Nylidrin (Buphenine, Arlidin) is a beta-adrenergic agonist. Nylidrin causes peripheral vasodilation, a positive inotropic effect, and increased gastric volume of gastric juice. It is used in the treatment of peripheral vascular disorders and premature labor. In peripheral vascular disorders, Arlidin (nylidrin HCl) increases walking ability and promotes healing of trophic ulcers. Nylidrin hydrochloride acts predominantly by beta-receptor stimulation. Beta stimulation with nylidrin has been demonstrated in a variety of isolated tissues from rabbits, guinea pigs and dogs. It has been shown to dilate arterioles in skeletal muscle and to increase cardiac output in the anesthetized dog and cat and in unanesthetized man. An increase in cerebral blood flow and a decrease in vascular resistance has also been reported. The result of this combination of actions is a greater blood supply to ischemic tissues, with usually minimal change in blood pressure. Arlidin may be of benefit in elderly patients with mild to moderate symptoms that are commonly associated with organic mental disorders. Short-term (3 months’ duration) and long-term (12 months’ duration) clinical studies have demonstrated a modest improvement in ability to perform general activities of daily living, self-care and in a capability for social interactions. The mechanism whereby nylidrin may provide relief of selected symptoms in some elderly patients with organic brain disorders is not known.

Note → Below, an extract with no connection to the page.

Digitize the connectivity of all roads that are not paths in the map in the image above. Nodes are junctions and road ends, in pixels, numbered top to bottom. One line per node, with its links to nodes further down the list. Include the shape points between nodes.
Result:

Dihydroergocristine is an ergot alkaloid that has an partial agonist activity on dopaminergic and alpha-adrenergic receptors and antagonist activity on serotonin receptors. The drug was approved by FDA in combination with other alkaloids (dihydroergocornine, dihydro-alpha-ergocryptine and dihydro-beta-ergocryptine mesylate salts) under the name Hydergine for the treatment of dimentia and cerebrovascular insufficiency.

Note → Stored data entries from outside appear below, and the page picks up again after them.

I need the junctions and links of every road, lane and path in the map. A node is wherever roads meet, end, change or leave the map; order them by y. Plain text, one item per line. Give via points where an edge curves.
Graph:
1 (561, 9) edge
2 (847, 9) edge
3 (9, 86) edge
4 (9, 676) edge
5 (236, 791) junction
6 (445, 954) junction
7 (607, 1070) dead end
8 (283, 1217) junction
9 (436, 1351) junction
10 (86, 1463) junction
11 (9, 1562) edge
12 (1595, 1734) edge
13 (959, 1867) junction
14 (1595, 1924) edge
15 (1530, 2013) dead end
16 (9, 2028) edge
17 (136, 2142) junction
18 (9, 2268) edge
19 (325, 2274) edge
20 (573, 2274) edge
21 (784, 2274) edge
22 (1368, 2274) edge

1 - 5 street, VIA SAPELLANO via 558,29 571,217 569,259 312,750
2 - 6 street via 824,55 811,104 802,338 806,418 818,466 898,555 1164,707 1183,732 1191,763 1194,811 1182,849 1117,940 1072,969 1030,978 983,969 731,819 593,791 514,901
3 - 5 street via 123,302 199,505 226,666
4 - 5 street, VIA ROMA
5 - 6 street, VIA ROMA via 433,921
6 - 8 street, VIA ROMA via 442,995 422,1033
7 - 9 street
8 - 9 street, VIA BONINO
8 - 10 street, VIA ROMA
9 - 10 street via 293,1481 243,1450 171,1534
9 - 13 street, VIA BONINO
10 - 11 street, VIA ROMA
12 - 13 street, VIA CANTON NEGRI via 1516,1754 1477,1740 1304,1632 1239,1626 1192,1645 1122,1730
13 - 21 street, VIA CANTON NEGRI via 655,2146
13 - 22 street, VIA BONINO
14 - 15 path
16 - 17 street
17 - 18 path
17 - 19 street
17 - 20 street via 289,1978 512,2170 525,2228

Methoxamine is an alpha-adrenergic agonist that induces prolonged peripheral vasoconstriction, and can also stimulate the release of arginine vasopressin in humans. In clinical trials, methoxamine was found to improve fecal incontinence. It had been marketed by Glaxo-Smith-Kline under the brand name Vasoxyl but has been discontinued. Methoxamine was also found to stimulate the induction of hiPSC-derived hepatoblasts to ALBUMIN+ cells.